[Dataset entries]
##########
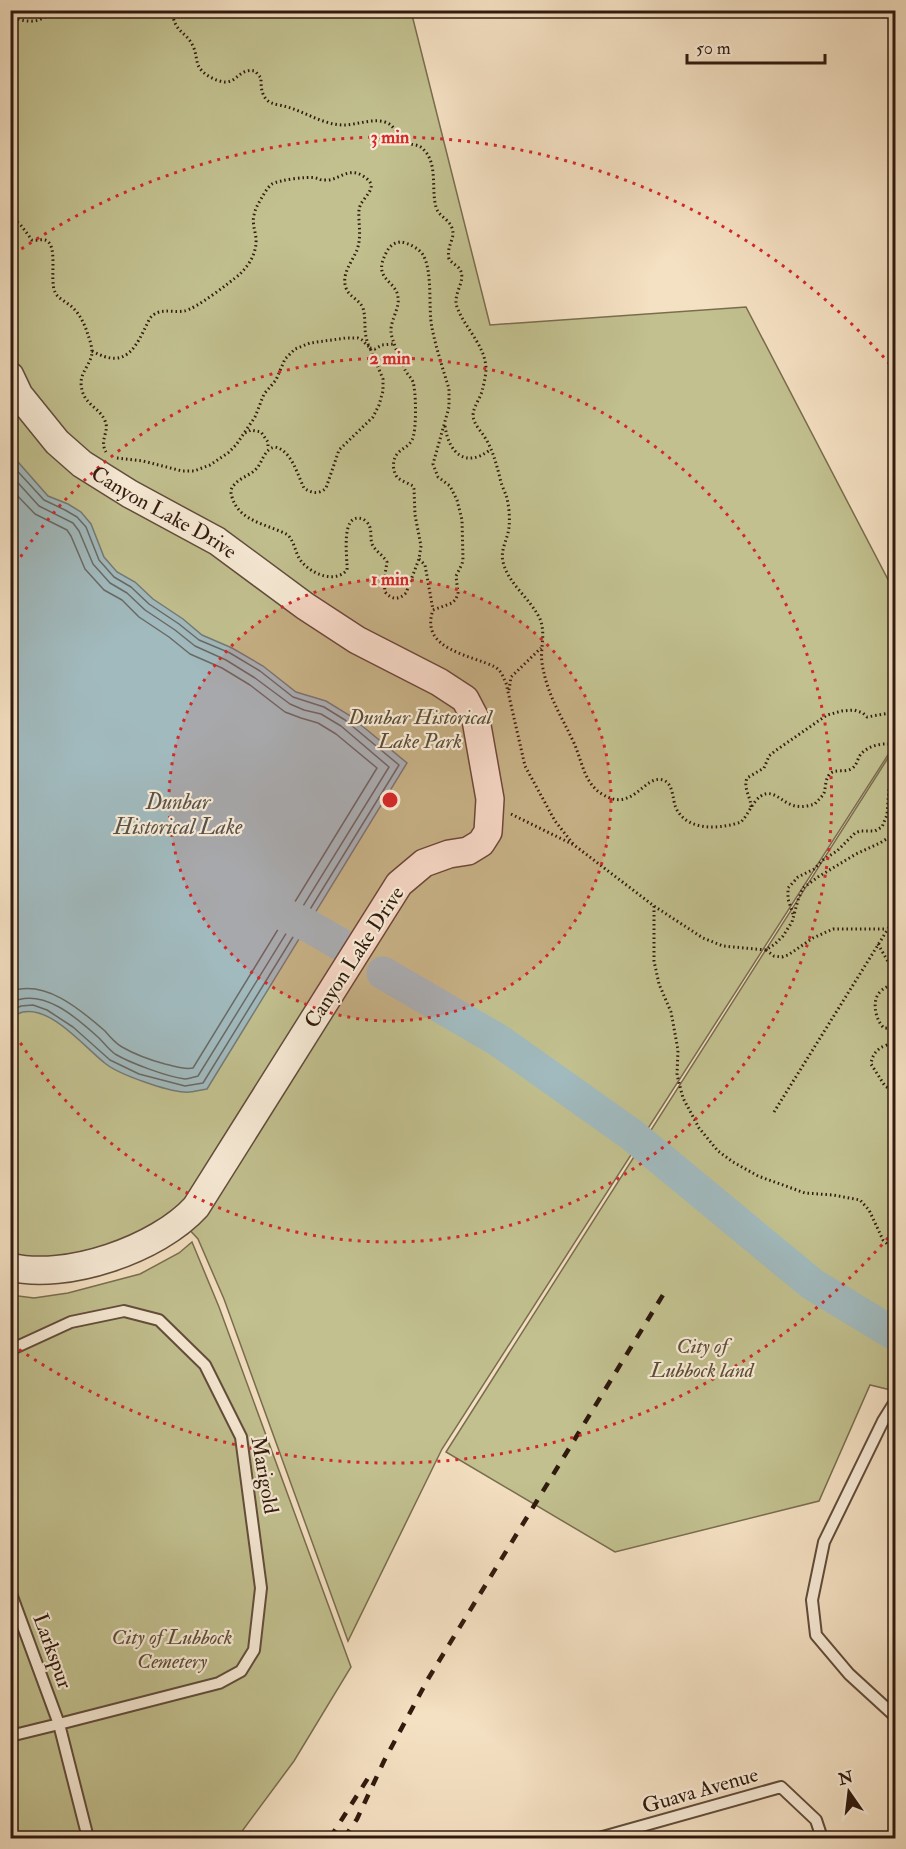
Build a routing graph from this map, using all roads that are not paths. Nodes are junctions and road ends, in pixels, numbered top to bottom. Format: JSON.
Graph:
{"nodes":[{"id":1,"x":10,"y":376,"type":"edge"},
{"id":2,"x":10,"y":1267,"type":"edge"},
{"id":3,"x":10,"y":1350,"type":"edge"},
{"id":4,"x":893,"y":1405,"type":"dead end"},
{"id":5,"x":10,"y":1591,"type":"edge"},
{"id":6,"x":896,"y":1717,"type":"edge"},
{"id":7,"x":59,"y":1724,"type":"junction"},
{"id":8,"x":10,"y":1736,"type":"edge"},
{"id":9,"x":88,"y":1839,"type":"edge"},
{"id":10,"x":599,"y":1839,"type":"edge"},
{"id":11,"x":822,"y":1839,"type":"edge"}],
"edges":[{"from":1,"to":2,"type":"street","name":"Canyon Lake Drive"},
{"from":3,"to":7,"type":"lane","name":"Marigold"},
{"from":4,"to":6,"type":"lane"},
{"from":5,"to":7,"type":"lane","name":"Larkspur"},
{"from":7,"to":8,"type":"lane"},
{"from":7,"to":9,"type":"lane","name":"Larkspur"},
{"from":10,"to":11,"type":"lane","name":"Guava Avenue"}]}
##########
§ **Task brief**
The records are to be returned word for word, without any of their pictures.

§ **Answer to this problem**
Build a routing graph from this map, using all roads that are not paths. Nodes are junctions and road ends, in pixels, numbered top to bottom. Format: JSON.
Graph:
{"nodes":[{"id":1,"x":10,"y":376,"type":"edge"},
{"id":2,"x":10,"y":1267,"type":"edge"},
{"id":3,"x":10,"y":1350,"type":"edge"},
{"id":4,"x":893,"y":1405,"type":"dead end"},
{"id":5,"x":10,"y":1591,"type":"edge"},
{"id":6,"x":896,"y":1717,"type":"edge"},
{"id":7,"x":59,"y":1724,"type":"junction"},
{"id":8,"x":10,"y":1736,"type":"edge"},
{"id":9,"x":88,"y":1839,"type":"edge"},
{"id":10,"x":599,"y":1839,"type":"edge"},
{"id":11,"x":822,"y":1839,"type":"edge"}],
"edges":[{"from":1,"to":2,"type":"street","name":"Canyon Lake Drive"},
{"from":3,"to":7,"type":"lane","name":"Marigold"},
{"from":4,"to":6,"type":"lane"},
{"from":5,"to":7,"type":"lane","name":"Larkspur"},
{"from":7,"to":8,"type":"lane"},
{"from":7,"to":9,"type":"lane","name":"Larkspur"},
{"from":10,"to":11,"type":"lane","name":"Guava Avenue"}]}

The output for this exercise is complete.